ーーシンガポールには日本人のWeb3起業家はどれくらいいるのでしょうか。

佐藤 私が把握しているものだけで、20プロジェクトくらいあります。その周りでは、起業しようとして模索している人がけっこういます。そして、その会社で働く人もいます。シンガポールは1社あたりに出してくれるビザに3人までという限界があるので、合計でも50人前後くらいでしょうか。

 シンガポールで起業する場合、日本の住民票を外してシンガポールに移住して登記しなくてはなりません。代表者はエンプロイメントパスというビザを取るのですが、これは起業した直後の社長は取りやすい。自分に給与を700〜800万円くらい払えば通ります。
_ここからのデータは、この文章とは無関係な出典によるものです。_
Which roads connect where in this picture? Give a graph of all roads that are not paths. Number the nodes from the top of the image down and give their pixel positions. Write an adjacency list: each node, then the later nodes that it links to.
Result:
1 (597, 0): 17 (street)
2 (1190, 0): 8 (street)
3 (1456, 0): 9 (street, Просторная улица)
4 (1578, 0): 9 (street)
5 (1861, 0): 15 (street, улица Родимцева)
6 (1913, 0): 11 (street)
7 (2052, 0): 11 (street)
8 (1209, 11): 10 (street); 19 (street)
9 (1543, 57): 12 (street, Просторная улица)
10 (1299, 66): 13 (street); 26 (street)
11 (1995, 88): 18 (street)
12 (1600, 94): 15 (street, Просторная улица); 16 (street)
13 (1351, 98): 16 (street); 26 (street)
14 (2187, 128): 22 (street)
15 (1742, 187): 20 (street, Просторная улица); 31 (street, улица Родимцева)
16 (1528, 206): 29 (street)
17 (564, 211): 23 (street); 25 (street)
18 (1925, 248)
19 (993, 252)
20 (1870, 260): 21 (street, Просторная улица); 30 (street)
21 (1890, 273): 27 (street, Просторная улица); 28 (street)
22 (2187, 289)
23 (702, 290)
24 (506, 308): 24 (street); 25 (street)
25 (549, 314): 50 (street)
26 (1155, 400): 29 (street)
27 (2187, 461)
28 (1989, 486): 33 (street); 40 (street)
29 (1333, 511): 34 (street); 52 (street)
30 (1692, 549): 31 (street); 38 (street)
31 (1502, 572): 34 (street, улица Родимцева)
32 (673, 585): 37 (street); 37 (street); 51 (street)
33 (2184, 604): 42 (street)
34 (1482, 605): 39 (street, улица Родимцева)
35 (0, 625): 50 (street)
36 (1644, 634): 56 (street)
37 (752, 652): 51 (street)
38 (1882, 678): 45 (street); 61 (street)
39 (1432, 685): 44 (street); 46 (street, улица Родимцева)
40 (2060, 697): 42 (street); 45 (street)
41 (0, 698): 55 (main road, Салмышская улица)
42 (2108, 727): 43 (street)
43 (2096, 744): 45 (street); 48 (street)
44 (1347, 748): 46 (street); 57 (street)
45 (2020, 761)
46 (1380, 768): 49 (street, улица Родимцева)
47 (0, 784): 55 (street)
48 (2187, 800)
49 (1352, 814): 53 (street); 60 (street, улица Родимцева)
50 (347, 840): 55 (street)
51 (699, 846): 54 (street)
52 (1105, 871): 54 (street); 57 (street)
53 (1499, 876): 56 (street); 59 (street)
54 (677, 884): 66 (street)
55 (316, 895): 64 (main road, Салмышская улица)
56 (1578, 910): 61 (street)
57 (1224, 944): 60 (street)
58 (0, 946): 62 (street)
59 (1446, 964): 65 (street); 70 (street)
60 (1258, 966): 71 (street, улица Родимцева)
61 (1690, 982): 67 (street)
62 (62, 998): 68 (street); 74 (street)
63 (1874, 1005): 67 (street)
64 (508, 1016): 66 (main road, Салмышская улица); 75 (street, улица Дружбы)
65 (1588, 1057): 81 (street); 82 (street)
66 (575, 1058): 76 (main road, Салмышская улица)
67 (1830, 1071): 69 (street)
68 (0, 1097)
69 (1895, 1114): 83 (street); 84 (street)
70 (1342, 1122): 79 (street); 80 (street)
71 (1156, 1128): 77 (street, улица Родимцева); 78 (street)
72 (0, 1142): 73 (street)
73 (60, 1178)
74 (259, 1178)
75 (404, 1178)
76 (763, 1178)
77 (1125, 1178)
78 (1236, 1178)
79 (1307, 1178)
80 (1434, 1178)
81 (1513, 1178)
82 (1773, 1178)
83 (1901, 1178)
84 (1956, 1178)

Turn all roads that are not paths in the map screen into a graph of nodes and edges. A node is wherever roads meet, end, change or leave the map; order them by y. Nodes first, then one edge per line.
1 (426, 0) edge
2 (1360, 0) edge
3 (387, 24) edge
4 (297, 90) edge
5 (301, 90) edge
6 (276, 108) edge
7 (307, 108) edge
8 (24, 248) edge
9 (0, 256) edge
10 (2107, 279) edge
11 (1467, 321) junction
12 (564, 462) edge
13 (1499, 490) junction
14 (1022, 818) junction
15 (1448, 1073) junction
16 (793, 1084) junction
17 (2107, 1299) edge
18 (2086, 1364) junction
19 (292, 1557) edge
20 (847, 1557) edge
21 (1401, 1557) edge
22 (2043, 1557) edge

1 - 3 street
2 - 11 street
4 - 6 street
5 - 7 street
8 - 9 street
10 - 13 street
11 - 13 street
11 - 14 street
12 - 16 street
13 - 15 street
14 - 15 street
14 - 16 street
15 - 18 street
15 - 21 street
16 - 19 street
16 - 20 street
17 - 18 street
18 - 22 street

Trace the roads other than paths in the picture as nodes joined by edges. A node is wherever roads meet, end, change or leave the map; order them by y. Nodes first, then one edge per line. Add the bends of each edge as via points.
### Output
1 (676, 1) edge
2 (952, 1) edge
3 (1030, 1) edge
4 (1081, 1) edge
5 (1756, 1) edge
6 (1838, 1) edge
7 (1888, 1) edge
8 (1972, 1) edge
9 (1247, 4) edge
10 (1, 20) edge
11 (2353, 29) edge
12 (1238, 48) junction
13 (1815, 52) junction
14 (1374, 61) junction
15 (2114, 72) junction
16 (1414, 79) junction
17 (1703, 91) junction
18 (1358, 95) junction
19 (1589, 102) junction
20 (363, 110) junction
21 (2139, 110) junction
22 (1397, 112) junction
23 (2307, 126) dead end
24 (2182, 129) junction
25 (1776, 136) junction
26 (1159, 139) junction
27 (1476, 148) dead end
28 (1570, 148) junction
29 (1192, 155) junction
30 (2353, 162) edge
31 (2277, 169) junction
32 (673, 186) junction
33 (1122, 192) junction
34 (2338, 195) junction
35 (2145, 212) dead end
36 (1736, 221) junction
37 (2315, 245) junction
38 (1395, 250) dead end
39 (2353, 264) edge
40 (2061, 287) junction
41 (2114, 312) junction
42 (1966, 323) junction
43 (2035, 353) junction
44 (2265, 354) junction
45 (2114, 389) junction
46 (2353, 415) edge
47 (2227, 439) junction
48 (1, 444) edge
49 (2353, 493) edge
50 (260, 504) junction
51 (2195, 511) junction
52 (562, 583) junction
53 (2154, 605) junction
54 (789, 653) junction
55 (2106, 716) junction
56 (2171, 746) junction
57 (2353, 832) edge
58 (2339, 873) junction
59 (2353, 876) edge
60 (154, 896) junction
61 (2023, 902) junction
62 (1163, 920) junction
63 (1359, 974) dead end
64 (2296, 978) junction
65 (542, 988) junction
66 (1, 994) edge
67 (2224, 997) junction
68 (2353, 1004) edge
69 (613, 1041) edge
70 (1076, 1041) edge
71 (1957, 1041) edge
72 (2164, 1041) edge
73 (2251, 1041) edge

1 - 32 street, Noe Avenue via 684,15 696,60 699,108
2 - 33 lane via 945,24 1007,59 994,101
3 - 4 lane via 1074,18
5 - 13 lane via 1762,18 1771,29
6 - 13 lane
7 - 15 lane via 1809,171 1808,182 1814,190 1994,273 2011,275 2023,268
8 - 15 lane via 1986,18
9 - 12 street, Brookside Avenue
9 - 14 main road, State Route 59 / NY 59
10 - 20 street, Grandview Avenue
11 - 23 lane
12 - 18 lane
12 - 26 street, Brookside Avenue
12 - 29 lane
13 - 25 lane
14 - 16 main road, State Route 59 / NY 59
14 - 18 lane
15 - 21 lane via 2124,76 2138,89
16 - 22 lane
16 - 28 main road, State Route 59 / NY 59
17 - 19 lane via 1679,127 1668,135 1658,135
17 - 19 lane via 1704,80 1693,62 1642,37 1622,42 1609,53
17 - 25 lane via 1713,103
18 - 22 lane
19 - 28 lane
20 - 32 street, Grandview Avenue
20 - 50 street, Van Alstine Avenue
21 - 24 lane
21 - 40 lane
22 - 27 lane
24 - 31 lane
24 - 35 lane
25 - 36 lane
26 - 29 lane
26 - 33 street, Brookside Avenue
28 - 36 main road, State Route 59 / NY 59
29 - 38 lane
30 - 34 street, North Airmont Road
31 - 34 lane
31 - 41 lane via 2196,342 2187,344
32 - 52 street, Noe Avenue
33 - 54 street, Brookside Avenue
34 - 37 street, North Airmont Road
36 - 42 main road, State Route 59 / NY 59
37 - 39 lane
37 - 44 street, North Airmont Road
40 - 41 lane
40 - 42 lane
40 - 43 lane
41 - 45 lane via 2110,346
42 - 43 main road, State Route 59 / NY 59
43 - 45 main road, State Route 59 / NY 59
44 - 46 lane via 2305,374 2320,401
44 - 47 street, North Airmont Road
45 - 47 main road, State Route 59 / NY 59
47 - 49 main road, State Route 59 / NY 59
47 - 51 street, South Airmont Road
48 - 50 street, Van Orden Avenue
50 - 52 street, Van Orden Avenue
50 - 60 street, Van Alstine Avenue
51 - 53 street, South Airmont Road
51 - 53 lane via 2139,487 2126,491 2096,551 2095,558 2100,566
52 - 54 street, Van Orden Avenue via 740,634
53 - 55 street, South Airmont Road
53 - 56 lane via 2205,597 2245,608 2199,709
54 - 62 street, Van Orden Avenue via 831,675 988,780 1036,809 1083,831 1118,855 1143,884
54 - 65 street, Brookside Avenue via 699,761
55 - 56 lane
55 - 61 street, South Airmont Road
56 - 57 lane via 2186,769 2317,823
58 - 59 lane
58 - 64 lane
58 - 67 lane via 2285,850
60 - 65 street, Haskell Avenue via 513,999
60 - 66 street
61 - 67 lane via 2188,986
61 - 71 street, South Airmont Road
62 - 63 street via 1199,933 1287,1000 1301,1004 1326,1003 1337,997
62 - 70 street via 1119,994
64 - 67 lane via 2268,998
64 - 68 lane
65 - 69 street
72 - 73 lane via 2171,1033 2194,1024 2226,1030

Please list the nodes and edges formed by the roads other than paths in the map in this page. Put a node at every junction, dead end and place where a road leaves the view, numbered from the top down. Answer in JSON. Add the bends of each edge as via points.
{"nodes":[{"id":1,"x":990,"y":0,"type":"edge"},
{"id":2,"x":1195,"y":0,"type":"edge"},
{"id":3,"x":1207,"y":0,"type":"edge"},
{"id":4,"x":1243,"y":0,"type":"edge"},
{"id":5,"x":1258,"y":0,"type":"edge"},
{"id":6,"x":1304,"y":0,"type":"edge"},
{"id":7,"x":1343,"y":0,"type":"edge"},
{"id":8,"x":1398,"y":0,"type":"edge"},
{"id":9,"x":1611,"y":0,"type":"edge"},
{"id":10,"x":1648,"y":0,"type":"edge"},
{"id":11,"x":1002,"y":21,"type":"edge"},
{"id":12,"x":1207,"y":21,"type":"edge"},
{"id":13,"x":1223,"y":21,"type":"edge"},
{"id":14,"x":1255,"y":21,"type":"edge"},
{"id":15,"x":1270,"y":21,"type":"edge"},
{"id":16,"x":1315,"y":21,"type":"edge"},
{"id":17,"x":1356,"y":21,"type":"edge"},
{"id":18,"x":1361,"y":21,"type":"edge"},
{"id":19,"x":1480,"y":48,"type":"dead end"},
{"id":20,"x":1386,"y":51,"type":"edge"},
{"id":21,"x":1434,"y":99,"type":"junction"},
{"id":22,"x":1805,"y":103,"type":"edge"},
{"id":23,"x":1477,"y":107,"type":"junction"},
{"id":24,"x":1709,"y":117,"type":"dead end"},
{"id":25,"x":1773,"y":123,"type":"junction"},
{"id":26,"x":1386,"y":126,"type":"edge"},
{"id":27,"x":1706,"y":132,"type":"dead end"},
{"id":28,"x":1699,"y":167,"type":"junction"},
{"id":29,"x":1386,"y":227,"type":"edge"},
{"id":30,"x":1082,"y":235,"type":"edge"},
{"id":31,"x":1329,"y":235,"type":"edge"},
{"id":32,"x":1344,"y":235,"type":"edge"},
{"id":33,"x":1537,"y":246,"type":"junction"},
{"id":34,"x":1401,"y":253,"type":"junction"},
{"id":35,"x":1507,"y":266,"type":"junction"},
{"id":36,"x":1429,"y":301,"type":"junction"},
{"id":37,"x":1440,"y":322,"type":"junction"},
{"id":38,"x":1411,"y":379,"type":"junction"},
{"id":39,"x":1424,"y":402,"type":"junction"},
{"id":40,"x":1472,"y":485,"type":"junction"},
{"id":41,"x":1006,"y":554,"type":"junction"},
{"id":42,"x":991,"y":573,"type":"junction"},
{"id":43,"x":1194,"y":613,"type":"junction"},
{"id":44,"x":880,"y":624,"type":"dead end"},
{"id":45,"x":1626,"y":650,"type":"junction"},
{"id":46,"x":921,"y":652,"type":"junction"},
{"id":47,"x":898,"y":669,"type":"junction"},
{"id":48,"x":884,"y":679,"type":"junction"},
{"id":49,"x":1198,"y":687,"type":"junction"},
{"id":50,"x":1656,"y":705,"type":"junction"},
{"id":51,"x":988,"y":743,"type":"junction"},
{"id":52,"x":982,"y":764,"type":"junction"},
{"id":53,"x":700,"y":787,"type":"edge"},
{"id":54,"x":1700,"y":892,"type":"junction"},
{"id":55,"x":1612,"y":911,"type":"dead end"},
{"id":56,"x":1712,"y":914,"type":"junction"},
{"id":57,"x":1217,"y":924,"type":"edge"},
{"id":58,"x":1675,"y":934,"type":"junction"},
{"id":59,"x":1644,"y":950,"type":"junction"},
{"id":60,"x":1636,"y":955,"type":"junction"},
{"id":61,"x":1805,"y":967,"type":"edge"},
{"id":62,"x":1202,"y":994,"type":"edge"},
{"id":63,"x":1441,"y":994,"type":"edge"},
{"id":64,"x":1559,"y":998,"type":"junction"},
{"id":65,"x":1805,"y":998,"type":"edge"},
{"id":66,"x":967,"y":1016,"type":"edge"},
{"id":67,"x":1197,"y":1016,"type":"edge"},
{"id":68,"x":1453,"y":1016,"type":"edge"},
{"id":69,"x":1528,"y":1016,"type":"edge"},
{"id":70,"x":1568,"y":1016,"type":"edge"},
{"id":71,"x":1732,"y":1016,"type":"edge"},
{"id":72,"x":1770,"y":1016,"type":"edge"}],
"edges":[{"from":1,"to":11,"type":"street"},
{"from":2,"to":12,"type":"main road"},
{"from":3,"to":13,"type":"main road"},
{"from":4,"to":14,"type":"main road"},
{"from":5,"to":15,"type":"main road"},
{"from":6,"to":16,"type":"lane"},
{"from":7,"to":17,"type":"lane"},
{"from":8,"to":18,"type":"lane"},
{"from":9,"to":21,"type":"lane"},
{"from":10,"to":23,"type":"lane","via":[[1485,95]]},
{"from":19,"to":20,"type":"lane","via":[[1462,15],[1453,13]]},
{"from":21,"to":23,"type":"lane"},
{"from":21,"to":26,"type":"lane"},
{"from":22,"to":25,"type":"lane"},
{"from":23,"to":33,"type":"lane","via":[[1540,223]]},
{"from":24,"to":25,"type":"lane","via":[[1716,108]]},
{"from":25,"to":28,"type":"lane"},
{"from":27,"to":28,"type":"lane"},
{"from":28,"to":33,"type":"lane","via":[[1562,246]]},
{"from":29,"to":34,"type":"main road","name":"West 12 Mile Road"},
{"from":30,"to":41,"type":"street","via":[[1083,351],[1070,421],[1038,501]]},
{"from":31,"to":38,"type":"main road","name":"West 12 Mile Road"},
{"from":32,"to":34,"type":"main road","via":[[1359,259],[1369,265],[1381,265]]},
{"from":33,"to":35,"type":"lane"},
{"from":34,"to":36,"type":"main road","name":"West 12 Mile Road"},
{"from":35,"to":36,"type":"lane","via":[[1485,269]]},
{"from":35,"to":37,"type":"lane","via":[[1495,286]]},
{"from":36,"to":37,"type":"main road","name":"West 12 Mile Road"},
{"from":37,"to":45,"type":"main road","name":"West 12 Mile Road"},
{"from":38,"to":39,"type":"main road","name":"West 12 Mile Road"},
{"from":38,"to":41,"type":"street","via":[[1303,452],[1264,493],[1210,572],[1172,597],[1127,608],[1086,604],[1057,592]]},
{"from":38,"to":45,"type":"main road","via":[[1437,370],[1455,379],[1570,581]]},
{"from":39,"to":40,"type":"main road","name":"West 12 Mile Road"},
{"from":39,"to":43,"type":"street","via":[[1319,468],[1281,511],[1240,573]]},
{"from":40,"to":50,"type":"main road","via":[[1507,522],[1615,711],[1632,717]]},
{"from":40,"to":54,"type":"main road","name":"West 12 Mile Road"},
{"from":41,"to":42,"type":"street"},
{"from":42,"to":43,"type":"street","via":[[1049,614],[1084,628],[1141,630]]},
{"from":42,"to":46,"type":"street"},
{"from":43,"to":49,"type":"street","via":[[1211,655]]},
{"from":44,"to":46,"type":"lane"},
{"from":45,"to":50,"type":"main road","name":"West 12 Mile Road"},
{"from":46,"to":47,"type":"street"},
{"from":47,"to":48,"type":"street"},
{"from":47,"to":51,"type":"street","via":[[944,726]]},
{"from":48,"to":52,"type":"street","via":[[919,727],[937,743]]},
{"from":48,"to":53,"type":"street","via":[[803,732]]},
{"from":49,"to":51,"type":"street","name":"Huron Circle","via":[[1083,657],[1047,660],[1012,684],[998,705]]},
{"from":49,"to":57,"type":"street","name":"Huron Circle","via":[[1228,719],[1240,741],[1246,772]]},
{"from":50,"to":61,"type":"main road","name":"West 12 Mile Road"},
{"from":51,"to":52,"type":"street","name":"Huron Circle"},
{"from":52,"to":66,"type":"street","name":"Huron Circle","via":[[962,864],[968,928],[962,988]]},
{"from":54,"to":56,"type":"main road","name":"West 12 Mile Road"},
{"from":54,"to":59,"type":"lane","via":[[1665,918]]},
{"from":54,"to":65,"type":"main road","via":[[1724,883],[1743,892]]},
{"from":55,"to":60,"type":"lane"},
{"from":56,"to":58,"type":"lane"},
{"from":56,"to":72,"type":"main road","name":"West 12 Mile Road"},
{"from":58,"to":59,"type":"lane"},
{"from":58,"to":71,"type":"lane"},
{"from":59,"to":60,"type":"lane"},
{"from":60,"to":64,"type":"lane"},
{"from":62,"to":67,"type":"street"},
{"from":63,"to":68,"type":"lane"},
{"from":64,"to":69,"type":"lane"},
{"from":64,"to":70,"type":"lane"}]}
一人暮らしでも、最低月間40〜50万円はかかるので、800万円くらい出さないと活動できないからです。

 その後は、シェアオフィスに席を設けてシンガポールの自宅で仕事をしたり、海外各地で仕事をしたり、いろいろなパターンがあります。


9月に行われたクリプトのイベント、TOKEN2049にて

ーーシンガポールは住みやすい街ですか?

佐藤 昔から上海、香港、シンガポールは、英語でコミュニケーションできて住みやすいといわれています。物価は高いけれど、東京の銀座で暮らしていると思えば、そうでもありません。安いチキンライスを食べにいくこともありますが、毎回だと辛いんですよね。お昼ご飯を食べるなら予算は2000円くらい。ただ米国もそのくらいだし、日本だけですよ、あんな値段でご飯が食べられるのは。

 ステュディオといいますが、40平米くらいの部屋の家賃が30〜40万円くらいという感じです。

ーーWeb3企業の給与はやっぱり仮想通貨なんでしょうか。

佐藤 業務委託契約にして、ドルステーブルコインのUSDTで支払うということもあります。仮想通貨系VCの出資もUSDT建てが多いです。マイニングの収益が流入していることも多く、保有しているのが法定通貨ではなくステーブルコインだったりするからです。

 ただし税金はステーブルコインで払えないし、生活には仮想通貨は使えないので、その分は法定通貨に戻します。

 シンガポールはWeb3やブロックチェーンを優遇していますが、あくまでプロ向けという位置付け。世界に向けて仮想通貨ビジネスをやるのはウェルカムなんですが、一般向けにビジネスをやることはそこまで奨励されていません。広告の露出なども日本より厳しい規制があります。銀行口座の開設周りについても同様です。